[Saved entries]
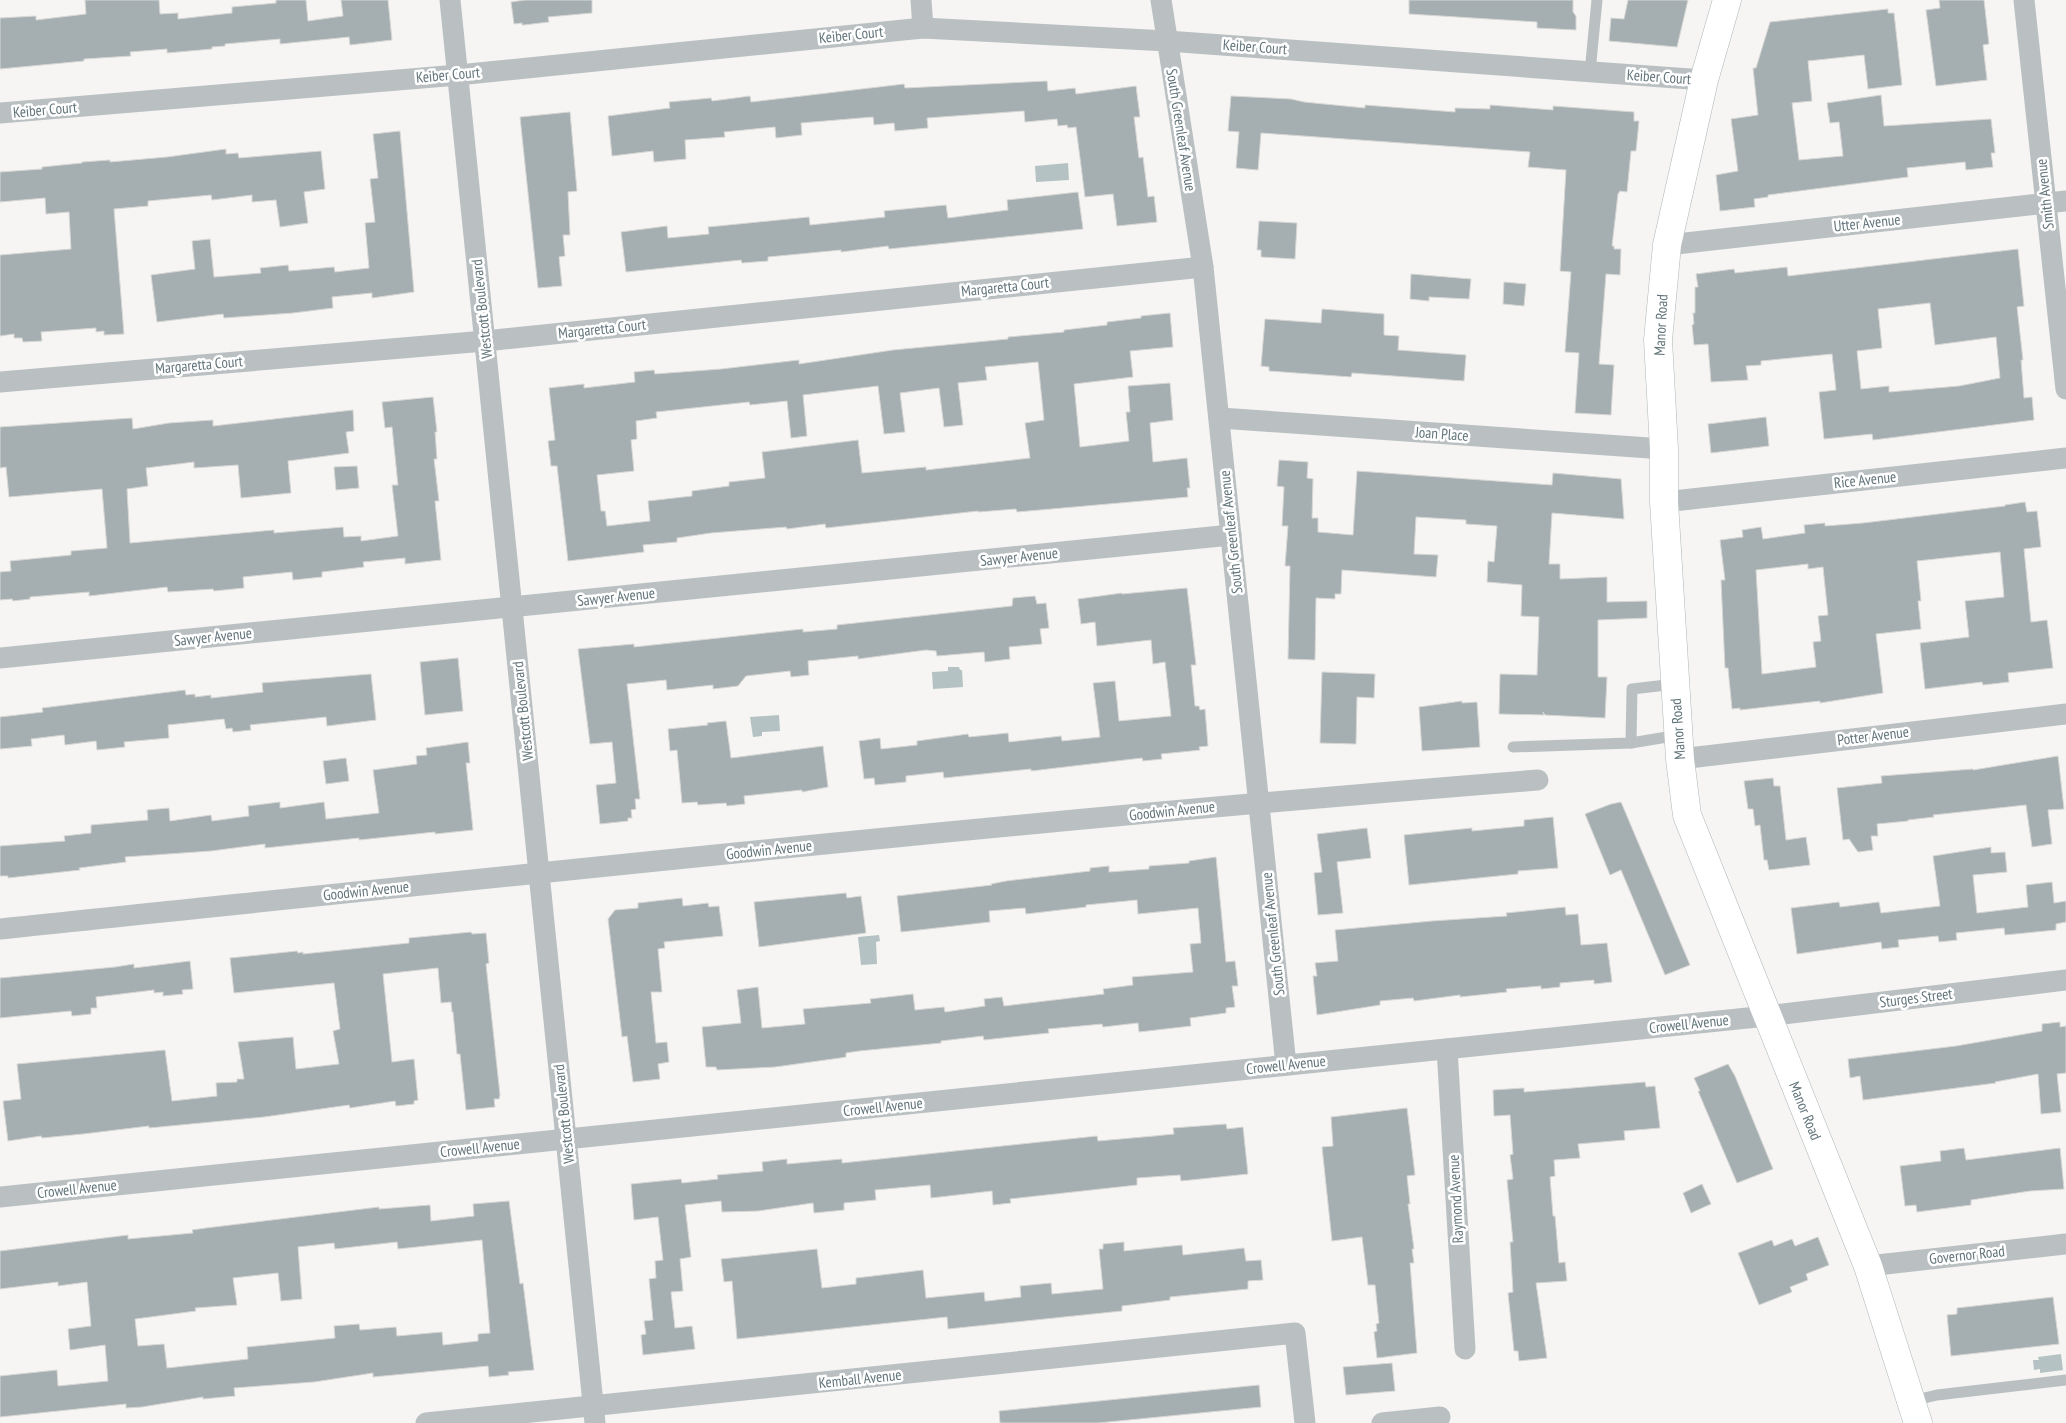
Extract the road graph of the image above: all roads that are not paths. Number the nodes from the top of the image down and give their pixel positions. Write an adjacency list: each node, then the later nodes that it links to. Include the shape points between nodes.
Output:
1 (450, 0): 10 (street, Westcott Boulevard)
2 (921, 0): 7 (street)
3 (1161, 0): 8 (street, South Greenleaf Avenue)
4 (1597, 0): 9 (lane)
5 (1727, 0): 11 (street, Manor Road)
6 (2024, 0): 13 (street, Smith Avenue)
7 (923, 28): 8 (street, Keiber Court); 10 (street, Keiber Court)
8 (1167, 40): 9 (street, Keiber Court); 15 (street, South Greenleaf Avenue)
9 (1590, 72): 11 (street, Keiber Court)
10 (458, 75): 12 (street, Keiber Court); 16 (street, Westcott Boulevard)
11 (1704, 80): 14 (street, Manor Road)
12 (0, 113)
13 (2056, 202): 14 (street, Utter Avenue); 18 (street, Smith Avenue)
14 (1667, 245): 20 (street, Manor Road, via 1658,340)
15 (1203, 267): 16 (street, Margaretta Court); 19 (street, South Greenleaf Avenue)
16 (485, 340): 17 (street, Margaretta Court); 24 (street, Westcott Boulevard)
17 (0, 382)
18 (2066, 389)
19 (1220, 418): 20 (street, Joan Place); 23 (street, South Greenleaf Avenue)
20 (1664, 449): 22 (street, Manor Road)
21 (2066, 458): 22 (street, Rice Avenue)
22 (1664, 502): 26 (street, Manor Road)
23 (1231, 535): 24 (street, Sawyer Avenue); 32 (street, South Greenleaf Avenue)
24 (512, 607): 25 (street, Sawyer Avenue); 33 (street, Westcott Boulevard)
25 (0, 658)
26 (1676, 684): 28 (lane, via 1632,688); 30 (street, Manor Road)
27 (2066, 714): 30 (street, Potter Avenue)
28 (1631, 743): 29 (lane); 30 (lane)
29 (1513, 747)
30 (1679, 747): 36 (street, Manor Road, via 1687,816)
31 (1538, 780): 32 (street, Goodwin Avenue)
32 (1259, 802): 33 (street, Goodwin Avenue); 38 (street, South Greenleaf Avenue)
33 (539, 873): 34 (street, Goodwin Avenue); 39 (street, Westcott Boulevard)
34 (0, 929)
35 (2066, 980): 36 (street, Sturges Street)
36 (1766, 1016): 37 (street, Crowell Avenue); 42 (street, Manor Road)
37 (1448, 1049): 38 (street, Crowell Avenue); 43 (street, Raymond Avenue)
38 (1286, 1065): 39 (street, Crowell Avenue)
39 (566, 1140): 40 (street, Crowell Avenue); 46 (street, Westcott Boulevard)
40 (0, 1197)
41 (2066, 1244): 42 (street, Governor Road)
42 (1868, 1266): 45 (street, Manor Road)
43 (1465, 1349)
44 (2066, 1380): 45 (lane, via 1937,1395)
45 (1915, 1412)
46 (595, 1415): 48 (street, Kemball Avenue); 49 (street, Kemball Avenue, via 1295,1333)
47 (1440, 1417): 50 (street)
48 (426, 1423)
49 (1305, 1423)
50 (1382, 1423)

--

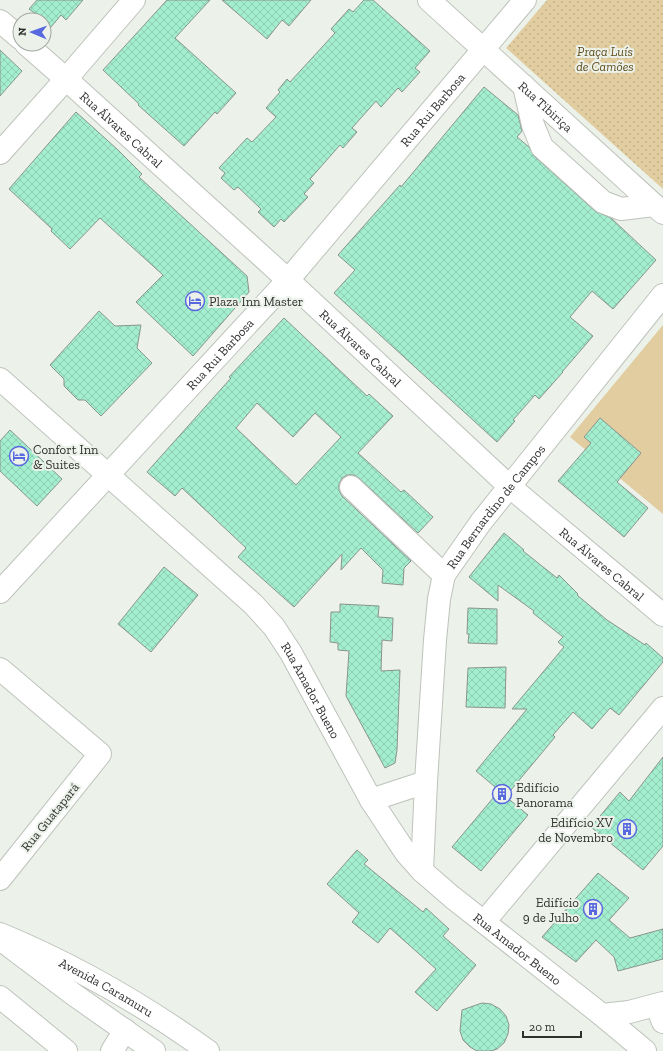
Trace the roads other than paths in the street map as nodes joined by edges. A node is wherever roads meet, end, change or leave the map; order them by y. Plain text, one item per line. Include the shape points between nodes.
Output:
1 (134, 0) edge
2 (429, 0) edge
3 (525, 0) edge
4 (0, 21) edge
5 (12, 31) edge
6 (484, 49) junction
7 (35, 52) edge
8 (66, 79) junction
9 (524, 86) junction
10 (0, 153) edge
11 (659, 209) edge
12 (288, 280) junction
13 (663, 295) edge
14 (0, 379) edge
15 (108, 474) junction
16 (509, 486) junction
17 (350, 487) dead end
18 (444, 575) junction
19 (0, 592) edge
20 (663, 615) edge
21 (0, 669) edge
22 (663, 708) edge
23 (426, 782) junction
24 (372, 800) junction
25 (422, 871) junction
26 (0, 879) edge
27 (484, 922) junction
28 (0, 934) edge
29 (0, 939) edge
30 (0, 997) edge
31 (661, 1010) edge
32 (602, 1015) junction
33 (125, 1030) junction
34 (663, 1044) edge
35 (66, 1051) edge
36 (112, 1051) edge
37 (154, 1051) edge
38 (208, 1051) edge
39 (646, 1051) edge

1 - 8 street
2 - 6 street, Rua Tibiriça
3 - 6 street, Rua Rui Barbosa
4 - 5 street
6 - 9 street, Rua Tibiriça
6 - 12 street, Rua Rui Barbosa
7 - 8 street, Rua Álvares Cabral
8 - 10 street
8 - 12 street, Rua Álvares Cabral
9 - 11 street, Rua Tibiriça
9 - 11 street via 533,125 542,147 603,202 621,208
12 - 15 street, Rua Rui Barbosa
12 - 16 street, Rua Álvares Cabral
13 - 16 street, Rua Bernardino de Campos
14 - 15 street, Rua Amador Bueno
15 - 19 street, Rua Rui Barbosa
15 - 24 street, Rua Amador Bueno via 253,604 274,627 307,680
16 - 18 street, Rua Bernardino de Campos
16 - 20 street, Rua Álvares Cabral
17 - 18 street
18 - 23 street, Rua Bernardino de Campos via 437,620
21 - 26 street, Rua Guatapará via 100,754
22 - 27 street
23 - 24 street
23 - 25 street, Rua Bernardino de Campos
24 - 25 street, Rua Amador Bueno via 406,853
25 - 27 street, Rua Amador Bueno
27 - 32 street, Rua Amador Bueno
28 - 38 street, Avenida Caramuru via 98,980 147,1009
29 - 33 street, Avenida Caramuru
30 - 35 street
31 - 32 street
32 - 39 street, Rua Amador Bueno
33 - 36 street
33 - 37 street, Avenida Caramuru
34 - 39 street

* * *

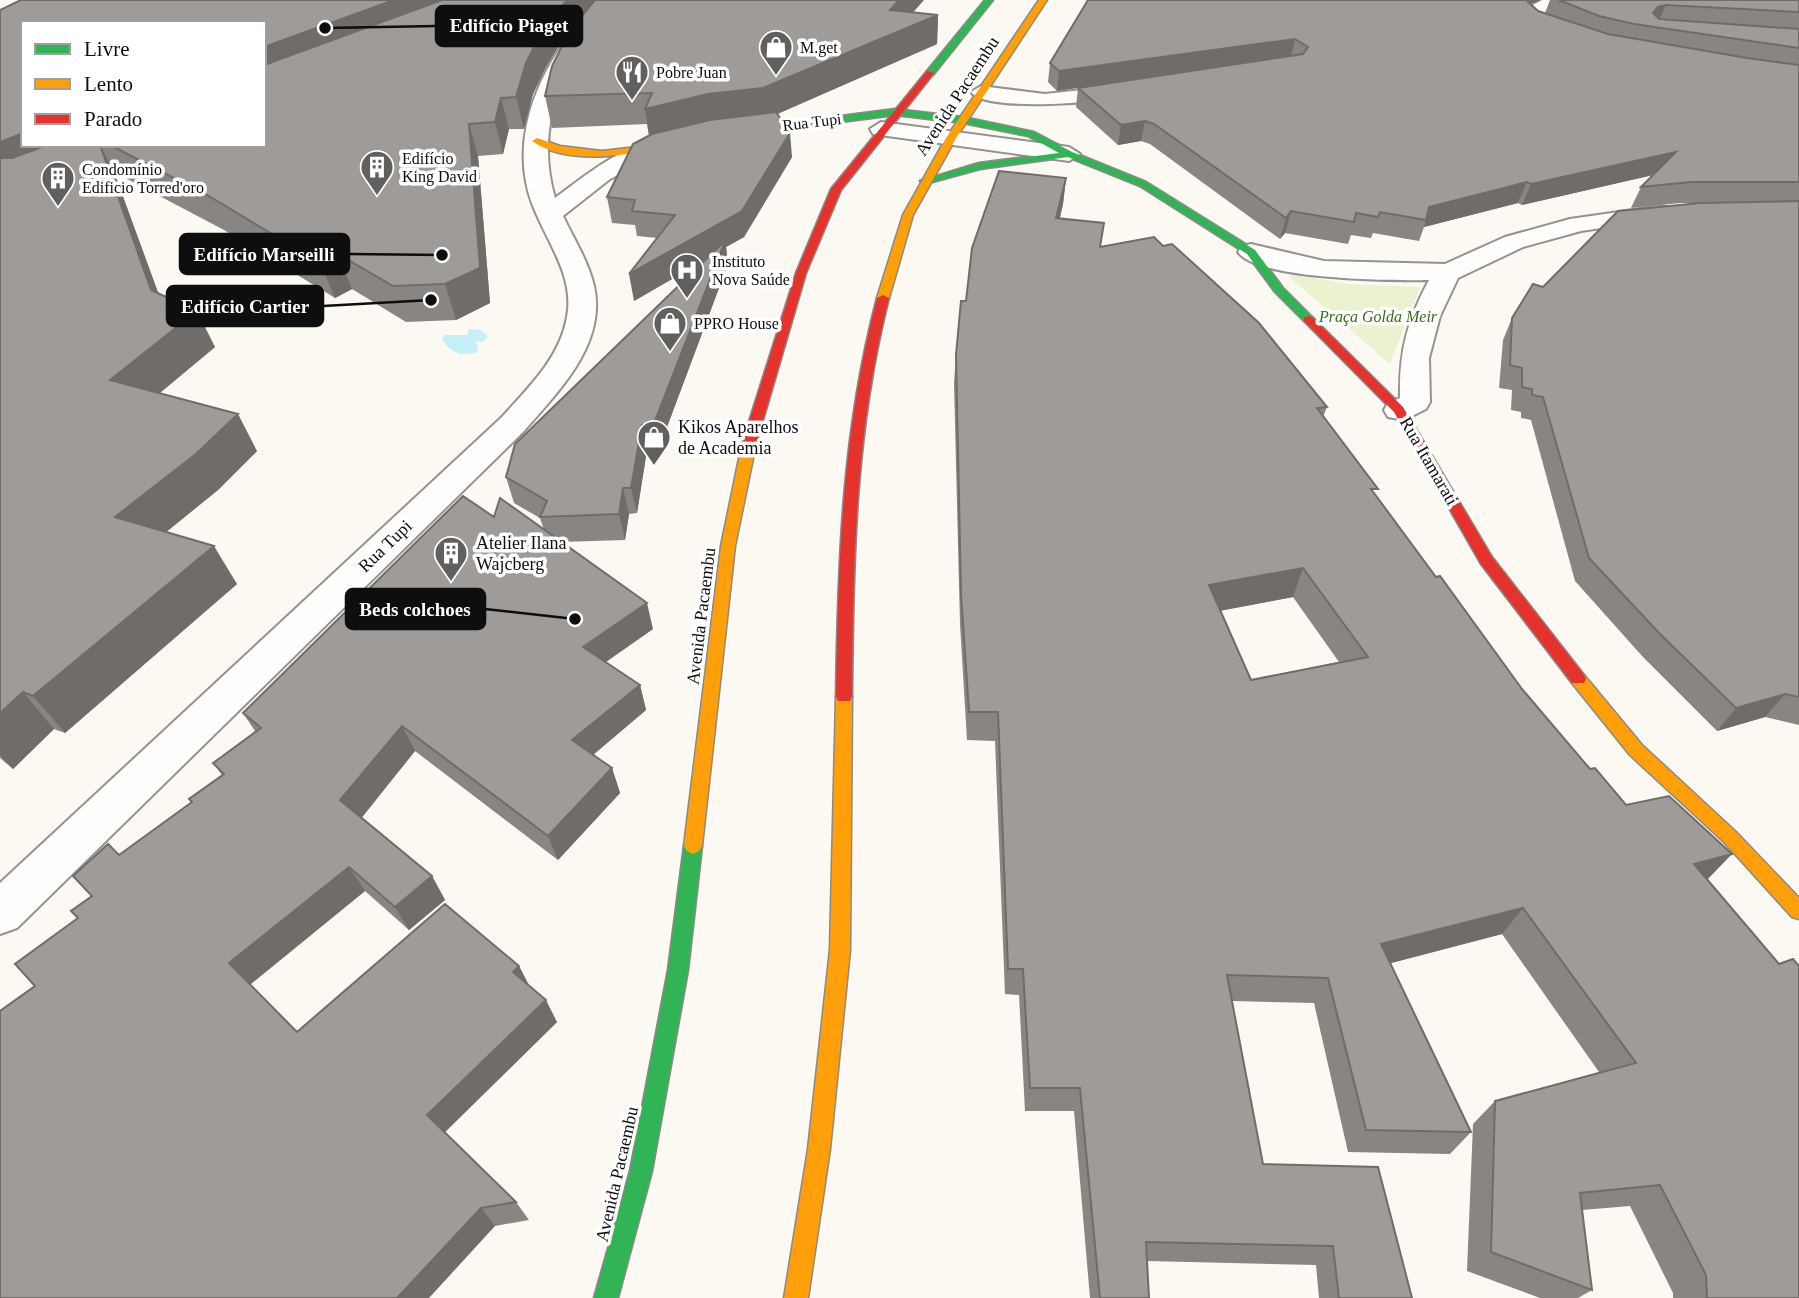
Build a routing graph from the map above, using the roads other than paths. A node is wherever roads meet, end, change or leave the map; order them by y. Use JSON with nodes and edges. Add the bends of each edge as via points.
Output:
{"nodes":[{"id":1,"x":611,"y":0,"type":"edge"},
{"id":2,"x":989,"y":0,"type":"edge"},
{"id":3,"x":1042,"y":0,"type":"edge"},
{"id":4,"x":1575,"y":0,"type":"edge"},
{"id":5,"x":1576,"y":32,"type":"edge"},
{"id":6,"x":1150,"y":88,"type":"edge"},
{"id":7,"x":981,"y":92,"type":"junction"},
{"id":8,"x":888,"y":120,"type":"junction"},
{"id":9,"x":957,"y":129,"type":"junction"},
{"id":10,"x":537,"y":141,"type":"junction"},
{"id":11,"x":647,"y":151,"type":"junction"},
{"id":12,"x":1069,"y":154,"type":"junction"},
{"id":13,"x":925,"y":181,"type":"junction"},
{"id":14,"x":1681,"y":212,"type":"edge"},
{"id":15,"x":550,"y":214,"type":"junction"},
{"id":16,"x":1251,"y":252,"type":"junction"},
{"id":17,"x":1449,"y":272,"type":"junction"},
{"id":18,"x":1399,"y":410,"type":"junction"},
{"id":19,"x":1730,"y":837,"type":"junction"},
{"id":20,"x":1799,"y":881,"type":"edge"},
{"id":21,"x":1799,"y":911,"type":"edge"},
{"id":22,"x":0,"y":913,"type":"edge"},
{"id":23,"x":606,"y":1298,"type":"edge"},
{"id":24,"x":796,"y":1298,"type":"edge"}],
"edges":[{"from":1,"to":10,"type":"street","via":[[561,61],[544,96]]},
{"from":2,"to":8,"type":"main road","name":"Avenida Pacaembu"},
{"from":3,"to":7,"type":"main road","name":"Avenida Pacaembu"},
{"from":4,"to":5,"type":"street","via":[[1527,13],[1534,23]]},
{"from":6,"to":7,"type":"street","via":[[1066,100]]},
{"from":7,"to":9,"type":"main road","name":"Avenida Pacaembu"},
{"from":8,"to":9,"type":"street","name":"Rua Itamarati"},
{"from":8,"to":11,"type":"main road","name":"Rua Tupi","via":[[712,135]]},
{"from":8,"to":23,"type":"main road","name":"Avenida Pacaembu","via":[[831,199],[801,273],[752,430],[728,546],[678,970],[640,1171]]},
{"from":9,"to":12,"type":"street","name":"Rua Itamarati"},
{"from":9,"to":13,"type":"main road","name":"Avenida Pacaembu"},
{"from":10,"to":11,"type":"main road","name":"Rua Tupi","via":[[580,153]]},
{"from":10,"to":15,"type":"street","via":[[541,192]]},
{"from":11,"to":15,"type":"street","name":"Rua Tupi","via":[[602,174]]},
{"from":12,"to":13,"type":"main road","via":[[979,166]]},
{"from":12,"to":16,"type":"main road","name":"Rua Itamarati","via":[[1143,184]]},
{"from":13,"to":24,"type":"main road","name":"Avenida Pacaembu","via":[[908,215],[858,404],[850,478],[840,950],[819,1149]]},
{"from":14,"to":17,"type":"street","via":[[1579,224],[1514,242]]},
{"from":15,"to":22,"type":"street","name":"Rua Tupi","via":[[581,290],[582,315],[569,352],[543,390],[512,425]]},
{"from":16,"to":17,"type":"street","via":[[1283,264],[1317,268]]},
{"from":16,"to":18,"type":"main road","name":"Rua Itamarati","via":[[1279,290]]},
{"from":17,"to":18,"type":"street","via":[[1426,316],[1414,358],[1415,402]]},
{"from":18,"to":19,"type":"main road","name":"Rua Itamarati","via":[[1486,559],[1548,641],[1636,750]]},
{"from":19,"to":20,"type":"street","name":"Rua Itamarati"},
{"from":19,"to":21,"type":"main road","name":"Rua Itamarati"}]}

(EXERCISE REQUIREMENTS)
The lines you return should be those above that contain the word "edges", every one of them.

(ANSWER SPACE)
Trace the roads other than paths in the street map as nodes joined by edges. A node is wherever roads meet, end, change or leave the map; order them by y. Plain text, one item per line. Include the shape points between nodes.
Build a routing graph from the map above, using the roads other than paths. A node is wherever roads meet, end, change or leave the map; order them by y. Use JSON with nodes and edges. Add the bends of each edge as via points.
"edges":[{"from":1,"to":10,"type":"street","via":[[561,61],[544,96]]},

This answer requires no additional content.